За приношения она никогда не благодарила.
И не было в Беломорье человека, который не вспомнил бы ее в добрый или лихой час.
Суровые артельные кормщики, решая трудное дело, советовались с ней и, выходя из ее хибары, кряхтели:
— Ну, бабка! Чистый воевода! Хитрее не бывает!
Многие семейные распри решала тоже она, и слово ее было крепким, последним, окончательным. Попы робели взгляда бабки Евдохи, язвительной ее усмешки, соленой шуточки. Купечество в рядах кланялось ей ниже, чем другим…
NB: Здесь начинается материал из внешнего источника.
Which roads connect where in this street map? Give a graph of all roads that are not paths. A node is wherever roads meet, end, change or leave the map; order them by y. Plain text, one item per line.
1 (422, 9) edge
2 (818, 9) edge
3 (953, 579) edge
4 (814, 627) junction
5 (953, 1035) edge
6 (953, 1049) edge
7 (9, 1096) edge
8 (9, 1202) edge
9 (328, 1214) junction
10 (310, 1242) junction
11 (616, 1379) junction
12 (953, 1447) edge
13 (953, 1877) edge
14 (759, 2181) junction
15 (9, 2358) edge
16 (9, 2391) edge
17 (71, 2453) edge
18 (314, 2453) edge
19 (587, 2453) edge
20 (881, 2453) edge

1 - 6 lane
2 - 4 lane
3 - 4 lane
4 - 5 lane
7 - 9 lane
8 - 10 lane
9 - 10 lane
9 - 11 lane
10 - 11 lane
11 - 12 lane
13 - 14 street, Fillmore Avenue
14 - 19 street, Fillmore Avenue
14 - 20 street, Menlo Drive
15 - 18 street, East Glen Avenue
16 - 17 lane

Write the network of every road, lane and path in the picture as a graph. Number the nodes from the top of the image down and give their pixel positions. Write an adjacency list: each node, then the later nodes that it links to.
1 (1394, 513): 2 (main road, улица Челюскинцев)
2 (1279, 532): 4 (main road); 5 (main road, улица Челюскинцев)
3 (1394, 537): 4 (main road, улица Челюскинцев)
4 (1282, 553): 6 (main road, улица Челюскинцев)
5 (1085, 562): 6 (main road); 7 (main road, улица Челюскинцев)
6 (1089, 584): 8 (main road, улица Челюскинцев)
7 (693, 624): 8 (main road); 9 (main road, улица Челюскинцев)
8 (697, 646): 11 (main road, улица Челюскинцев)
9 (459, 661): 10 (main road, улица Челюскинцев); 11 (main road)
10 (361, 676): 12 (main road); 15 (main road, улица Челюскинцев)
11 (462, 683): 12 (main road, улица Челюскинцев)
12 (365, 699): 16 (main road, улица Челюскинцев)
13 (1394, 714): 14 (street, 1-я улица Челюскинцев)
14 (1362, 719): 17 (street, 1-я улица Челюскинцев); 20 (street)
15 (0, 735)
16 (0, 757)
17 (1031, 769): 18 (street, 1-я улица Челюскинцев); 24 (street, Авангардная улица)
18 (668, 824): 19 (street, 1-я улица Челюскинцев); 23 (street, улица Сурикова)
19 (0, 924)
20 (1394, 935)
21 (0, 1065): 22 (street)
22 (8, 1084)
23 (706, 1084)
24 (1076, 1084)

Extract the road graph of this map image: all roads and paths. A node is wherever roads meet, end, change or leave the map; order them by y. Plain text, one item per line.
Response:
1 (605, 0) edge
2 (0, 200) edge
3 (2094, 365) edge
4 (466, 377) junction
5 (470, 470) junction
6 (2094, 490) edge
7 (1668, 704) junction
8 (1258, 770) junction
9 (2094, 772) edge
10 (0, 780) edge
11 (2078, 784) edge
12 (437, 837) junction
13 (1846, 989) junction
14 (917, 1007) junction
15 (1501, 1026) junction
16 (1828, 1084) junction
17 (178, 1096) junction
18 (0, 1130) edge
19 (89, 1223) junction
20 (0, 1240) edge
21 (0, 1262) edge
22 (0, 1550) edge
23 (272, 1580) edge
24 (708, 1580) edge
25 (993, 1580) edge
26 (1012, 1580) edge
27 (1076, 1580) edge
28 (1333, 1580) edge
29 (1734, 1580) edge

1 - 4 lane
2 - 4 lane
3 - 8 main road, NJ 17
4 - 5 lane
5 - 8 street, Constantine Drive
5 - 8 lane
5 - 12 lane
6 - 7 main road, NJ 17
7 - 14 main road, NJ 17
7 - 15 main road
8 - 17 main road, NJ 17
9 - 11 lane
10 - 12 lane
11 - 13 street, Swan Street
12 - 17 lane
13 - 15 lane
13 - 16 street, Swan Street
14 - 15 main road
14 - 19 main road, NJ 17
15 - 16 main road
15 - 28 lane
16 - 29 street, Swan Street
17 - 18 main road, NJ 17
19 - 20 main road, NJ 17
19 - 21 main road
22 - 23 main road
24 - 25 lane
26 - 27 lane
Митенька вышел, оглядел себя, порадовался на кафтанчик и пошел к дому, где жительствовали таможенные целовальники, солдаты таможенной команды и где внизу были покои господина Крыкова Афанасия Петровича — поручика таможенного войска.
Постучав в дверь осторожно и почтительно, Митенька послушал и еще раз постучал. Ответа не было. Тогда Митенька просунул голову в горницу и, никого не увидев, вошел.
На полу был кинут истертый ковер с кожаной подушкой — тут, видимо, поручик спал. На лавке лежали книги. Одна была открыта. Митенька прочел: «Любовь голубиная и ад чувств, пылающих в груди Пелаиды и Бертрама». От таких слов Митенька покраснел.
В соседней горнице кто-то с силою и с наслаждением чихал, приговаривая:
— А еще раза! А еще хорошего! А еще доброго!